Projections / Expectations
The natural thing that will be asked with any go to market plan is, “how many customers will we get?” While this is absolutely a reasonable question, it’s not something that can can be concretely answered for quite some time. As a result, as part of your go to market plan, you’ll want to develop both short term business performance benchmarks to work towards.
These generally include:
- Conversion Rates: These are the expected conversion rates you can expect through your funnel. In B2C businesses this can mean estimating the email follower to lead to customer conversion rates. In B2B it’ll likely be tracking conversion rates from marketing qualified lead to sales qualified lead to trialists and finally customers.
- Customer Acquisition Cost (CAC): This metric defines how much money is needed, on average, to acquire a single customer. It sets a standard for how much money you’ll need to raise or put aside for marketing to actually build a customer base.
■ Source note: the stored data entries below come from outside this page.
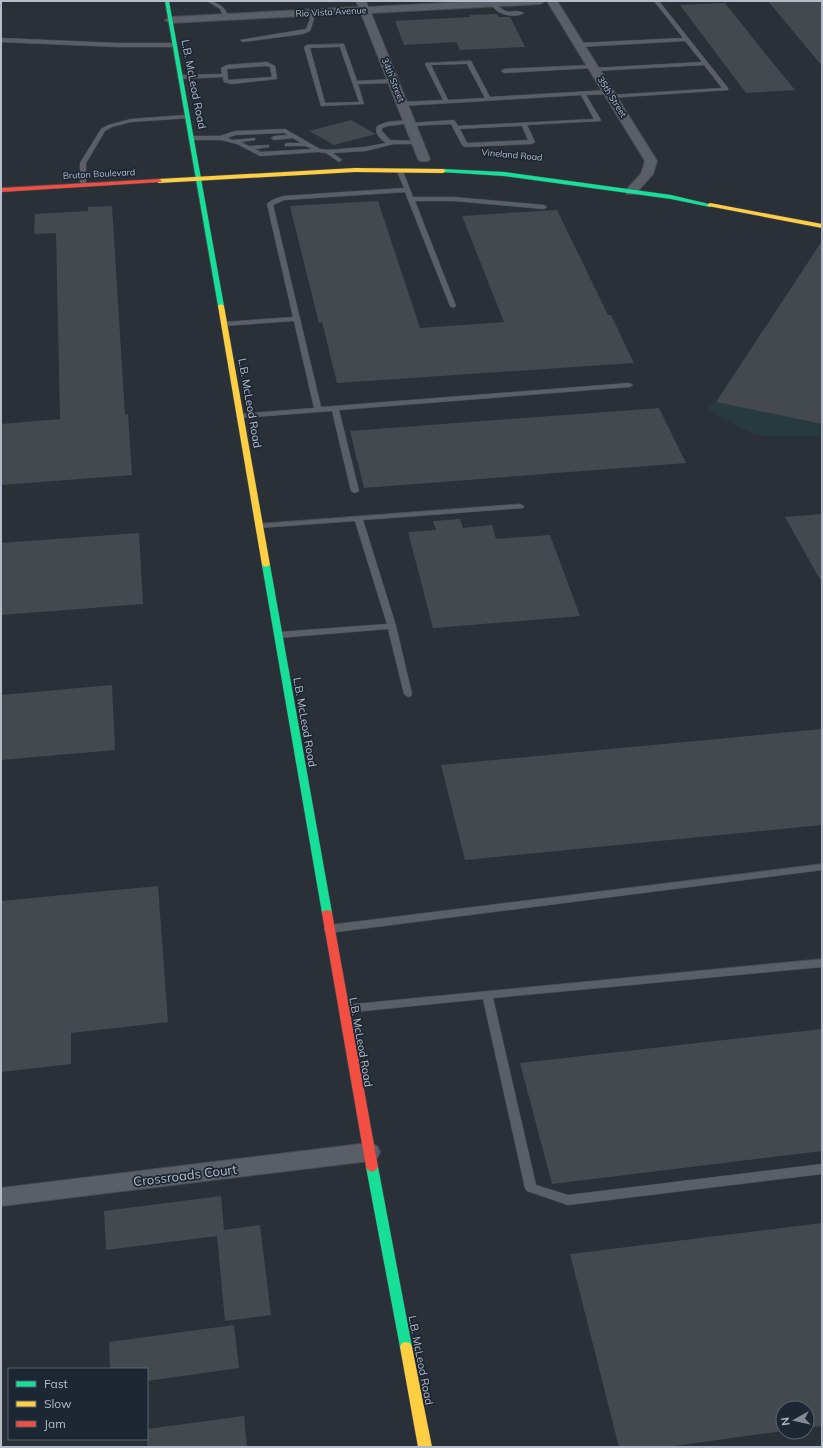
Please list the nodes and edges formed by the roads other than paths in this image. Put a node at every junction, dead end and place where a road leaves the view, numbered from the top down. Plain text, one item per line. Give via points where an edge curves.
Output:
1 (167, 1) edge
2 (209, 1) edge
3 (540, 1) edge
4 (552, 1) edge
5 (656, 1) edge
6 (493, 3) junction
7 (363, 6) edge
8 (310, 13) junction
9 (522, 14) dead end
10 (226, 17) junction
11 (170, 20) junction
12 (686, 39) junction
13 (1, 40) edge
14 (243, 40) dead end
15 (174, 44) junction
16 (579, 45) junction
17 (706, 63) junction
18 (593, 68) junction
19 (504, 71) dead end
20 (225, 75) junction
21 (180, 77) junction
22 (393, 81) junction
23 (355, 84) junction
24 (583, 94) junction
25 (610, 95) junction
26 (488, 99) junction
27 (446, 101) junction
28 (402, 104) junction
29 (187, 117) junction
30 (410, 124) junction
31 (524, 124) junction
32 (456, 128) junction
33 (295, 136) junction
34 (192, 138) junction
35 (221, 138) junction
36 (274, 138) dead end
37 (253, 139) dead end
38 (231, 141) junction
39 (392, 143) junction
40 (418, 143) junction
41 (307, 144) junction
42 (287, 145) dead end
43 (267, 146) dead end
44 (248, 148) junction
45 (318, 150) junction
46 (328, 152) junction
47 (357, 159) dead end
48 (304, 160) dead end
49 (318, 160) dead end
50 (339, 160) junction
51 (424, 160) dead end
52 (259, 163) dead end
53 (201, 167) junction
54 (184, 168) dead end
55 (400, 171) junction
56 (199, 178) junction
57 (629, 178) dead end
58 (643, 180) junction
59 (656, 182) dead end
60 (83, 185) junction
61 (1, 190) edge
62 (408, 190) junction
63 (631, 191) junction
64 (411, 199) junction
65 (544, 207) dead end
66 (822, 226) edge
67 (453, 306) dead end
68 (297, 319) junction
69 (224, 324) junction
70 (629, 385) dead end
71 (334, 409) junction
72 (318, 410) junction
73 (240, 416) junction
74 (354, 491) dead end
75 (520, 506) dead end
76 (358, 518) junction
77 (259, 526) junction
78 (392, 626) junction
79 (278, 635) junction
80 (408, 694) dead end
81 (822, 867) edge
82 (329, 929) junction
83 (822, 963) edge
84 (487, 996) junction
85 (343, 1009) junction
86 (369, 1152) junction
87 (822, 1169) edge
88 (1, 1197) edge
89 (425, 1447) edge

1 - 11 street, L.B. McLeod Road
2 - 10 lane via 224,10
3 - 6 street, Rio Vista Avenue
4 - 16 street, 35th Street
5 - 12 lane
6 - 7 street, Rio Vista Avenue
6 - 9 lane via 506,14
7 - 8 street, Rio Vista Avenue
7 - 22 street, 34th Street
8 - 10 street, Rio Vista Avenue
8 - 14 lane via 312,19 308,30
10 - 11 street, Rio Vista Avenue
11 - 15 street, L.B. McLeod Road
12 - 16 lane
12 - 17 lane
13 - 15 lane via 117,46
15 - 21 street, L.B. McLeod Road
16 - 18 street, 35th Street
17 - 18 lane
17 - 25 lane via 726,90
18 - 19 lane
18 - 25 street, 35th Street
20 - 20 lane via 228,82 275,78 272,66 267,64 227,66 224,68
20 - 21 lane
21 - 29 street, L.B. McLeod Road
22 - 23 lane
22 - 28 street, 34th Street
23 - 23 lane via 342,45 307,47 323,105 362,103
24 - 25 lane
24 - 26 lane
24 - 31 lane via 598,120
25 - 58 street, 35th Street via 651,161 650,170
26 - 27 lane
26 - 27 lane via 469,62 428,64
27 - 28 lane
28 - 30 street, 34th Street
29 - 34 street, L.B. McLeod Road
29 - 60 lane via 126,121 107,126 83,163
30 - 32 lane via 453,122
30 - 39 lane via 387,124 379,127 380,134
30 - 40 street, 34th Street
31 - 32 lane
31 - 32 lane via 532,142 465,145
33 - 35 lane via 285,130 235,133
33 - 36 lane
33 - 41 lane
34 - 35 lane
34 - 53 street, L.B. McLeod Road
35 - 38 lane
37 - 38 lane
38 - 44 lane
39 - 40 lane
39 - 46 lane
40 - 51 street, 34th Street
41 - 42 lane
41 - 45 lane
43 - 44 lane
44 - 45 lane via 260,154
45 - 46 lane
46 - 50 lane
47 - 50 street
48 - 52 street
49 - 50 street
53 - 54 street
53 - 56 street, L.B. McLeod Road
55 - 56 street, Vineland Road via 355,170
55 - 62 lane
55 - 63 street, Vineland Road via 504,174
56 - 60 street, Bruton Boulevard
56 - 69 street, L.B. McLeod Road
57 - 58 street
58 - 59 street
58 - 63 street, 35th Street
60 - 61 street, Bruton Boulevard
62 - 64 lane
62 - 68 lane via 284,198 270,204
63 - 66 street, Vineland Road
64 - 65 lane via 454,199
64 - 67 lane
68 - 69 lane
68 - 72 lane
69 - 73 street, L.B. McLeod Road
70 - 71 lane
71 - 72 lane
71 - 74 lane
72 - 73 lane
73 - 77 street, L.B. McLeod Road
75 - 76 lane
76 - 77 lane
76 - 78 lane
77 - 79 street, L.B. McLeod Road
78 - 79 lane
78 - 80 lane
79 - 82 street, L.B. McLeod Road
81 - 82 lane
82 - 85 street, L.B. McLeod Road
83 - 84 lane
84 - 85 lane
84 - 87 lane via 531,1188 568,1200
85 - 86 street, L.B. McLeod Road
86 - 88 street, Crossroads Court
86 - 89 street, L.B. McLeod Road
- Lifetime Value (LTV): This metrics refers to the average lifetime value of a customer. When compared against your CAC, you’ll be able to see if your customers are valuable enough, or if they aren’t bringing in enough value relative to the money needed to acquire them.
- Payback Period: A measure of how long it’ll take to recoup your marketing investment, Payback Period gives you a good sense for the runway needed to begin seeing returns on your investment.
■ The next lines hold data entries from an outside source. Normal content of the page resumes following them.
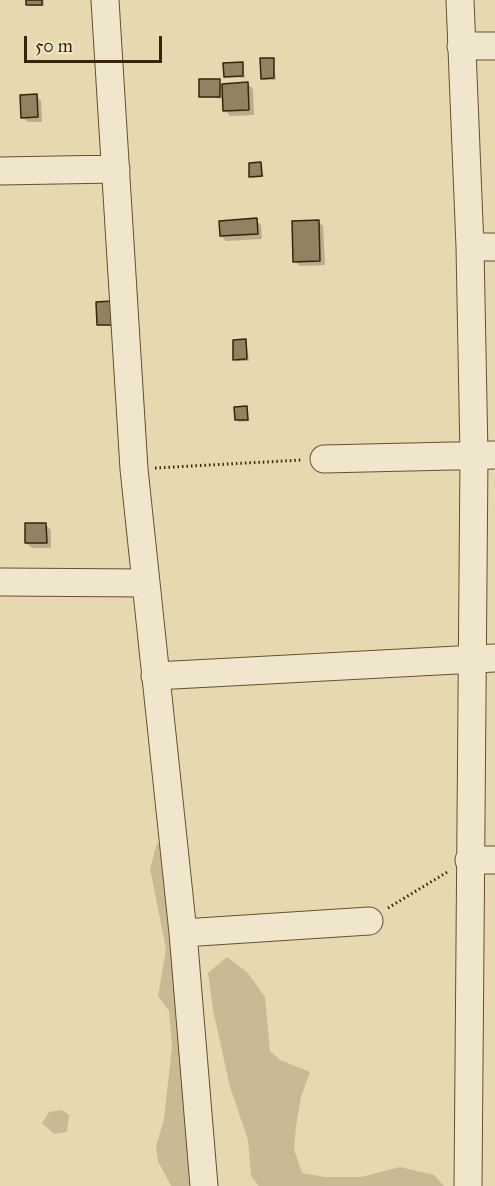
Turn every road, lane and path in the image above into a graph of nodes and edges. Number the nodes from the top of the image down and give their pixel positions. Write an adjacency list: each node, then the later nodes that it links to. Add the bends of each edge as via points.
1 (105, 0): 5 (street)
2 (460, 0): 3 (street)
3 (461, 46): 4 (street); 7 (street)
4 (495, 46)
5 (116, 169): 6 (street); 10 (street)
6 (0, 171)
7 (482, 247): 8 (street)
8 (485, 455): 9 (street); 13 (street)
9 (324, 459): 10 (path)
10 (134, 470): 12 (street)
11 (0, 582): 12 (street)
12 (145, 582): 14 (street)
13 (483, 658): 14 (street); 15 (street)
14 (155, 676): 17 (street)
15 (482, 860): 16 (path, via 436,877); 18 (street)
16 (369, 921): 17 (street)
17 (183, 933): 19 (street)
18 (483, 1071): 20 (street)
19 (204, 1186)
20 (468, 1186)

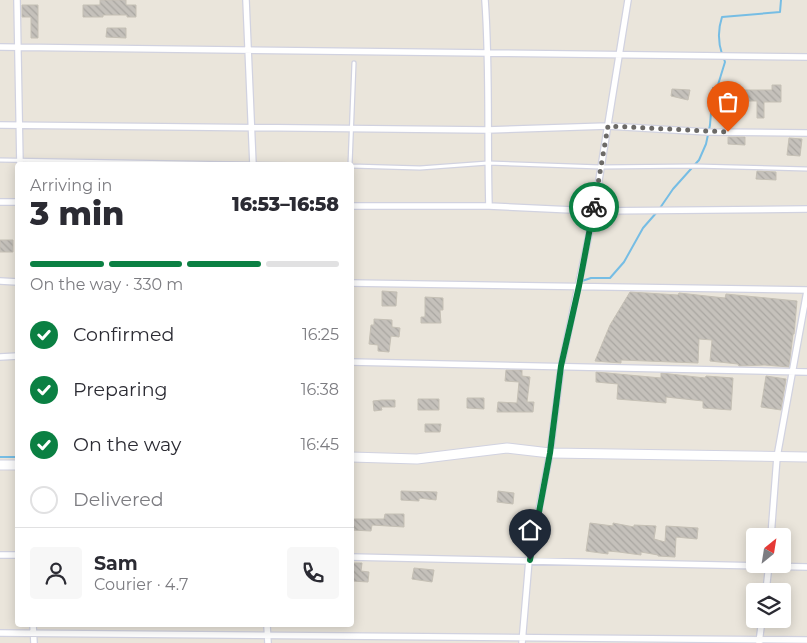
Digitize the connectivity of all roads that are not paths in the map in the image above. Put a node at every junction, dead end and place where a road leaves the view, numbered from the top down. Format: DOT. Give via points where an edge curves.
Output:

These projections let you assess the viability and health of your business. While you rarely get it right out of the gate, having these benchmarks gives you something to work towards and also something to see if rates are trending in the right direction.
GO TO MARKET DEPENDENCIES
While the items mentioned above are the standard parts of any go to market plan, it can often be wise to include a few pieces of information on dependencies. This is a great way to communicate how outcomes may change depending on certain factors, or how you might adjust your approach given access to resources. Two common dependency areas are:
- Budget Dependencies: While you can build an ideal budget, you are likely to receive fewer funds than you might like. You can plan ahead and build two budgets (or even three!) instead. One that plans for an ideal scenario and one that plans for a lower budget allocation. This will force you to identify and communicate the must-have marketing activities versus the good-to-have activities.
- Revenue / Customer Dependencies: Since projections around customers or revenue acquisition require you to make assumptions about conversion rates and customer acquisition costs, you know going in that you may be over or under estimating. To factor for this, it can be valuable to build two or even three revenue / customer models using low, medium, and high conversion rate estimates. This will help manage expectations about what the organization can expect in terms of overall acquisition.
Of course, your business may have other dependencies too, including things like government laws and regulations, behaviors of competitors or other relevant factors. You don’t want to over plan. However, having a few considerations in place will let you adapt more quickly when, and if, you need.